Testimony: Constitutional Protections Against Unreasonable Search and Seizure Should Apply to Digital Data

Digital communications privacy should be enshrined in the Florida state constitution.

Senate Bill 144 would extend Florida constitutional protections against unreasonable search and seizure to private communication via portable electronic devices, incorporating them into the search warrant process required for other forms of communications.

As digital technology has evolved, it has become the home for our personal and private information, replacing paper documents traditionally stored in file drawers or safes. The government should have to meet the same standards and processes for accessing our personal information in digital form as the constitution set out for our information when it only existed in hard copy. For this reason, it is imperative that digital communications privacy be enshrined in the state constitution.

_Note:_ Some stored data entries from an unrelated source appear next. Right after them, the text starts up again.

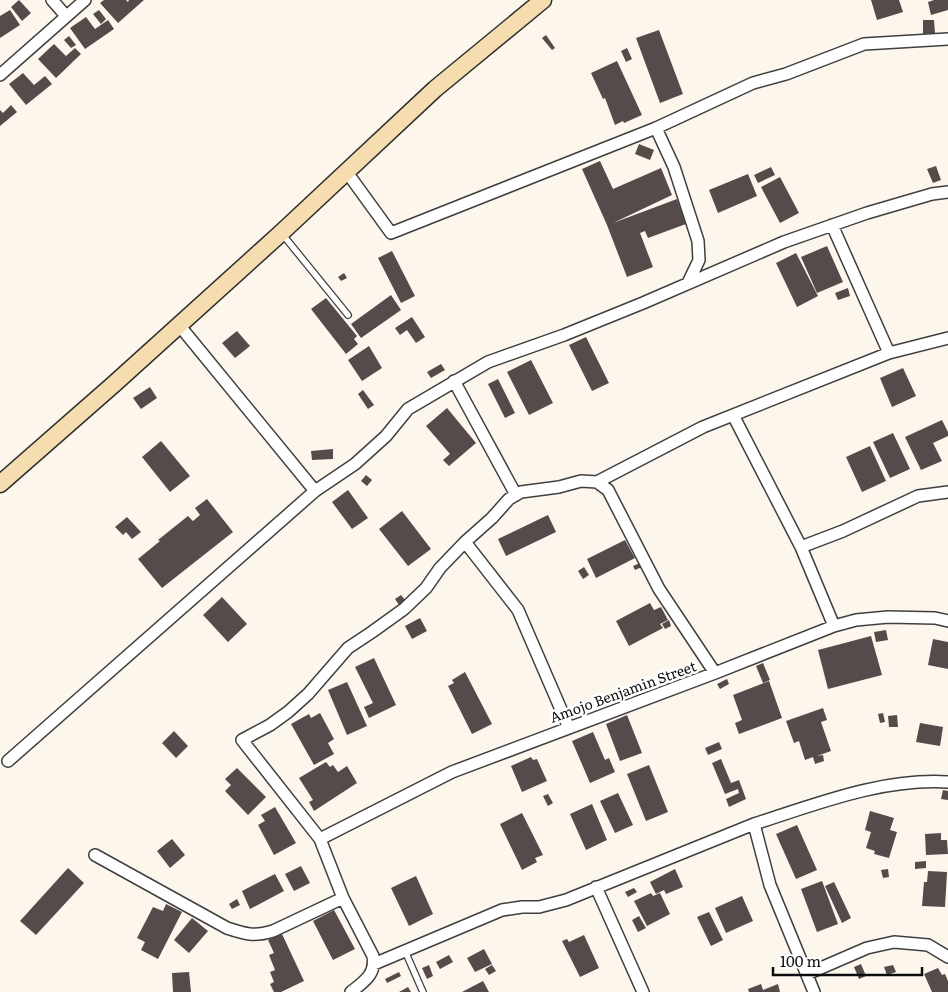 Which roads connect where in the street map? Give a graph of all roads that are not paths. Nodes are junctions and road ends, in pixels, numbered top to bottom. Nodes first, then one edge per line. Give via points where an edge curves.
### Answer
1 (52, 0) edge
2 (85, 0) edge
3 (543, 0) edge
4 (66, 16) junction
5 (948, 39) edge
6 (0, 74) edge
7 (656, 128) junction
8 (346, 172) junction
9 (948, 192) edge
10 (832, 225) junction
11 (281, 233) junction
12 (688, 283) junction
13 (348, 315) dead end
14 (179, 325) junction
15 (948, 338) edge
16 (888, 352) junction
17 (454, 381) junction
18 (732, 415) junction
19 (597, 482) junction
20 (0, 484) edge
21 (315, 491) junction
22 (948, 492) edge
23 (516, 495) junction
24 (465, 542) junction
25 (801, 547) junction
26 (948, 621) edge
27 (834, 626) junction
28 (715, 673) junction
29 (569, 728) junction
30 (8, 761) dead end
31 (948, 782) edge
32 (754, 824) junction
33 (320, 839) junction
34 (95, 855) dead end
35 (596, 888) junction
36 (343, 898) junction
37 (405, 951) junction
38 (948, 957) edge
39 (374, 964) junction
40 (807, 974) junction
41 (352, 992) edge
42 (423, 992) edge
43 (643, 992) edge
44 (814, 992) edge

1 - 4 street
2 - 4 street
3 - 8 street via 435,89
4 - 6 street
5 - 7 street via 864,44 753,83
7 - 8 street via 392,233
7 - 12 street via 674,167 698,241 699,260
8 - 11 street
9 - 10 street
10 - 12 street
10 - 16 street
11 - 13 lane
11 - 14 street
12 - 17 street via 488,362
14 - 20 street
14 - 21 street
15 - 16 street
16 - 18 street
17 - 21 street via 408,409 386,436 355,464
17 - 23 street
18 - 19 street
18 - 25 street
19 - 23 street via 581,481
19 - 28 street via 608,490 660,589
21 - 30 street
22 - 25 street via 918,496 843,532
23 - 24 street
24 - 29 street via 518,610
24 - 33 street via 426,588 348,648 308,694 270,725 242,740
25 - 27 street
26 - 27 street, Amojo Benjamin Street via 888,617
27 - 28 street, Amojo Benjamin Street
28 - 29 street, Amojo Benjamin Street
29 - 33 street, Amojo Benjamin Street via 452,772
31 - 32 street via 924,780 856,791
32 - 35 street
32 - 40 street via 770,885
33 - 36 street
34 - 36 street via 227,928 247,935 273,931
35 - 37 street via 539,907 502,910
35 - 43 street
36 - 39 street
37 - 39 street
37 - 42 lane
38 - 40 street via 928,945 894,942 867,948
39 - 41 street via 367,978
40 - 44 street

This conversation began when police were found to be using GPS devices to track locations without warrants and courts were questioning if entire contents of unlocked cell phones could be searched during an arrest Ultimately both of these practices were deemed unconstitutional by the Supreme Court and police now need a warrant to search digital devices because they contain so much information that may or may not be relevant to the arrest at hand.

But as web technology develops and people routinely share information with third-party providers, the question becomes whether that third-party data is public and, if it is not, how should a warrant be written and executed to access the data. Police argue that location data should be public, claiming it is the “network equivalent of public observation” which is not protected by warrant. Similar questions may arise around social media activity and other forms of data.

Should the warrant be written to obtain all of the information, then filtered and sorted by the prosecution manually despite the extensive manpower required?

Do digital searches for keywords represent the completion of the search? Should the police search hardware such as servers and computers, which opens up possibilities of “in plain sight” expansion of their initial interest? Or should third-party providers with a narrow mandate, and no obligation to report other information they might see, prepare data and then send files to the police? Does a warrant to search a house include all of the devices in the home? Or how specific does a warrant in the digital realm need to be? Does clicking on police generated URL advertising illegal activity justify a warrant?

These questions and more will need to be considered once appropriate protections for digital information have been added to the state constitution. What is certain is that police will continually push to have access to more data, but given the importance of privacy, it is vital to protect important personal data in all forms, analog or digital. SB 144 takes an important first step in protecting Florida citizens in this manner.